Ein historisches Datum für die Frauenrechte hat sich nun in Friedberg zum 100. Mal gejährt. Denn am 31. Januar 1921 beschloss das Kuratorium der dortigen Polytechnischen...
FRIEDBERG. Ein historisches Datum für die Frauenrechte hat sich nun in Friedberg zum 100. Mal gejährt. Denn am 31. Januar 1921 beschloss das Kuratorium der dortigen Polytechnischen Lehranstalt, künftig auch Studentinnen aufzunehmen. Im entsprechenden Dokument heißt es wörtlich: "Es herrscht einstimmige Meinung darüber, dass auch Frauen, falls sie die Aufnahmebedingungen erfüllen, zum Studium an der Anstalt zugelassen werden sollen."
Das "Poly" fortan kein reiner Männerbetrieb mehr, was hatte zu dieser Entscheidung geführt? Die Weimarer Reichsverfassung, die nach dem Ende des Kaiserreichs im August 1919 in Kraft getreten war, hatte Deutschland nicht nur in eine Demokratie umgewandelt, sondern auch bedeutende grundrechtliche Fortschritte gebracht. Dazu zählte unter anderem das Wahlrecht für Frauen.
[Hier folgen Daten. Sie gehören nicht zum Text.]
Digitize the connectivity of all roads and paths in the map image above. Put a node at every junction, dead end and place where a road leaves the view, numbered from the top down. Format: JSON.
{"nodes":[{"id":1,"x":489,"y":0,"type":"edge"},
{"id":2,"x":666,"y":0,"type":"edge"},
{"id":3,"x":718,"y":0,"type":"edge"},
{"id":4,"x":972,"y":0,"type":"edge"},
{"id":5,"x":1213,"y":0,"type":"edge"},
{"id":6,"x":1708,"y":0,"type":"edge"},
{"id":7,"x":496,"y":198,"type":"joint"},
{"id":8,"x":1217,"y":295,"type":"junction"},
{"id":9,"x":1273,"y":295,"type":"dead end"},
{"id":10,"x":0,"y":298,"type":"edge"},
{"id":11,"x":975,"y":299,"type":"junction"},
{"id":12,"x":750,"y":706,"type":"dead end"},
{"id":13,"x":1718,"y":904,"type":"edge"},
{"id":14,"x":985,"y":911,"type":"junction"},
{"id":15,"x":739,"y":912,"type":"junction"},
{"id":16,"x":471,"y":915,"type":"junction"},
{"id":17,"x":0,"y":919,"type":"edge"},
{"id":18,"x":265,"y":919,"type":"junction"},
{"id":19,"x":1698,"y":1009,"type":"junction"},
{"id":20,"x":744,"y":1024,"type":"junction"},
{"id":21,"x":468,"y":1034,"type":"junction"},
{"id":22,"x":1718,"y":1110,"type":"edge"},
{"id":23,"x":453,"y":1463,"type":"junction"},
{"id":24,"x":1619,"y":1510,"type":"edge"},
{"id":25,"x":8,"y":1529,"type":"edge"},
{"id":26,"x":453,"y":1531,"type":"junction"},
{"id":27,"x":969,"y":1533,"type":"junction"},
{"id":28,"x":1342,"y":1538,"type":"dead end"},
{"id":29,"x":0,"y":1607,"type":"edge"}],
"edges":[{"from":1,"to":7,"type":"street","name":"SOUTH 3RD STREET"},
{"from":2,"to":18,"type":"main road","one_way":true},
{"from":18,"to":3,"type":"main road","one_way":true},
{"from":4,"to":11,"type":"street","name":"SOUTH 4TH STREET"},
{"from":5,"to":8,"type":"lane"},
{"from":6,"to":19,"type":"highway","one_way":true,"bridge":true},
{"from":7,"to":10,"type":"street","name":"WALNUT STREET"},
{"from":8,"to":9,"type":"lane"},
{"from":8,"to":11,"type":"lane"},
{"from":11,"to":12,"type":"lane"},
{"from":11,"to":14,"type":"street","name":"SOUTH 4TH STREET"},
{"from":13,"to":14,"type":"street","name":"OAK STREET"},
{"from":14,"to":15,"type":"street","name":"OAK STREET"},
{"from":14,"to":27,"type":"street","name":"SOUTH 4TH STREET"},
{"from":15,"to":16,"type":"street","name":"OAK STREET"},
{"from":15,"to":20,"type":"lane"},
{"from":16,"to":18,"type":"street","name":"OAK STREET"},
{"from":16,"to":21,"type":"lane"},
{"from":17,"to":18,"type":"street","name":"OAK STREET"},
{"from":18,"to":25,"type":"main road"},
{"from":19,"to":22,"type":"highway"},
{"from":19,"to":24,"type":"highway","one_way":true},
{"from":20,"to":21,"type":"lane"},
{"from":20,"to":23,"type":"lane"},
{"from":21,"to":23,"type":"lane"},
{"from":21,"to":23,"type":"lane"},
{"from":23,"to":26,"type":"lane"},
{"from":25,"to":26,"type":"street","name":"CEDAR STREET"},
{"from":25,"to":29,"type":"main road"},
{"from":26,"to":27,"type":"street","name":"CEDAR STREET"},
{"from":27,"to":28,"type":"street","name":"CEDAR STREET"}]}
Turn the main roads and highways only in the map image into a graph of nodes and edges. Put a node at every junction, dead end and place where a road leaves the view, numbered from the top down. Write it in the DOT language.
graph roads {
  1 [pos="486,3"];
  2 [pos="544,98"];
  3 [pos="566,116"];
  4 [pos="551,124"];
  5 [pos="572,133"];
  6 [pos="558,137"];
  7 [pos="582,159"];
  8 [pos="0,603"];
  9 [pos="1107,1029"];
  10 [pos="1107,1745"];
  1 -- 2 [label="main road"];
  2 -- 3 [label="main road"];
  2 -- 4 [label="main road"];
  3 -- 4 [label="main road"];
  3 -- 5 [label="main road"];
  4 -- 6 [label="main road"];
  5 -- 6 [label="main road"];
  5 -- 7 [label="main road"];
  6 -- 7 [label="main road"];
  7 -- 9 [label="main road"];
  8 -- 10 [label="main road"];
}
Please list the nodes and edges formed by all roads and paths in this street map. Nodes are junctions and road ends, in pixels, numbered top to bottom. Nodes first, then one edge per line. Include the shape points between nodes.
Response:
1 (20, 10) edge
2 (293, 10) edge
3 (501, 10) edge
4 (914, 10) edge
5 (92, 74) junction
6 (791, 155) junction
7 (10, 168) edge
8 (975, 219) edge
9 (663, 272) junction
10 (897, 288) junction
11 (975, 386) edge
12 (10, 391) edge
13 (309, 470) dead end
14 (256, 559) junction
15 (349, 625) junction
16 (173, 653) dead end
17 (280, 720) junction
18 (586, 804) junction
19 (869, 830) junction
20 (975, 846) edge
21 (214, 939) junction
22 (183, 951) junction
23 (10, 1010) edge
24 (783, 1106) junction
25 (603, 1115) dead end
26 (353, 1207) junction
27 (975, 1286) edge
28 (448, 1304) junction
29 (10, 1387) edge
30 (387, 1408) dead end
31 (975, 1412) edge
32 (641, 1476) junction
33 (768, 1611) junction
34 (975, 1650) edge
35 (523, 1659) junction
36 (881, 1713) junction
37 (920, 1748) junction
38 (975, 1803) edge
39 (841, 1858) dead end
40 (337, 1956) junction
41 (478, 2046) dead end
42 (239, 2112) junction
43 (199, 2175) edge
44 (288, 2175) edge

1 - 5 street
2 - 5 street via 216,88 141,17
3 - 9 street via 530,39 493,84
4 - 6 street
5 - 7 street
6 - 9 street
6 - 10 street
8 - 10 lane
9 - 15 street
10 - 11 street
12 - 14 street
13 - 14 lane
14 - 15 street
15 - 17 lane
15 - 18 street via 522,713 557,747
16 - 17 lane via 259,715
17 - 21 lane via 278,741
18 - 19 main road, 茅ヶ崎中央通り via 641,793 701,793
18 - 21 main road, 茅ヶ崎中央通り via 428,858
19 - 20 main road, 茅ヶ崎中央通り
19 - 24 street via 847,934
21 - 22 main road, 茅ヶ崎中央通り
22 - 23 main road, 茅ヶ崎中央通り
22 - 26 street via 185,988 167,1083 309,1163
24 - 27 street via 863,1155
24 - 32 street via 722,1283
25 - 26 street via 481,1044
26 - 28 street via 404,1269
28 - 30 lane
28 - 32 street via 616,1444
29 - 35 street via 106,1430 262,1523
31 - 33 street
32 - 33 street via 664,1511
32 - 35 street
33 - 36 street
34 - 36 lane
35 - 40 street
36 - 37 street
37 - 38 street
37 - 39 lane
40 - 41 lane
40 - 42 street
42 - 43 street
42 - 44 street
Der Nationalversammlung, die insgesamt 423 Mitglieder hatte und in Weimar den Verfassungstext verabschiedete, gehörten 37 weibliche Abgeordnete an. Im internationalen Vergleich der Parlamente war das zur damaligen Zeit ein bemerkenswert hoher Anteil.
Vorgängerin der THM
In der Frühphase der ersten deutschen Republik stellte also eine junge Frau den Antrag, an der Polytechnischen Lehranstalt in Friedberg zum Architektur-Studium zugelassen zu werden. Dem stimmte das Kuratorium mit Gültigkeit für alle qualifizierten Bewerberinnen zu. Da es sich um eine städtische Lehranstalt handelte, war auch die damalige Friedberger Stadtverordnetenversammlung mit dieser Neuerung befasst. Sie votierte im Januar 1922 dafür, das Polytechnikum als Studienstätte für Frauen zu öffnen.
Dort, an der Vorgängereinrichtung der Technischen Hochschule Mittelhessen (THM) in der Wetterauer Kreisstadt, war die angehende Architektin zunächst eine "Einzelkämpferin" unter seinerzeit 500 männlichen Studenten. An der heutigen THM in Friedberg absolvieren rund 1300 Studentinnen ihre akademische Ausbildung - bei einer Gesamtzahl von fast 5700 Immatrikulierten, teilt die Hochschule mit.
"Für die damaligen Frauenrechtlerinnen wäre das ein Traum gewesen, aber trotzdem beträgt damit der heutige Frauenanteil der Studierenden in Friedberg nur 21 Prozent", kommentiert Tina Trede, die dortige stellvertretende Frauenbeauftragte. Dieser relativ niedrige Prozentsatz hänge mit der technischen Ausrichtung der Hochschule zusammen. Die MINT-Disziplinen als fachlicher Schwerpunkt (Mathematik, Informatik, Naturwissenschaften, Technik) seien für Schülerinnen bei der Studienwahl erfahrungsgemäß weniger attraktiv. Doch die THM ermutige junge Frauen, sich für ein MINT-Studium zu entscheiden, und unterstütze sie mit Förderangeboten.
Nicht bekannt ist allerdings der Name der jungen Frau, die zur Vorreiterin aller Kommilitoninnen wurde. Und unklar ist bislang auch, ob sie ihr Studium tatsächlich angetreten und auch abgeschlossen hat.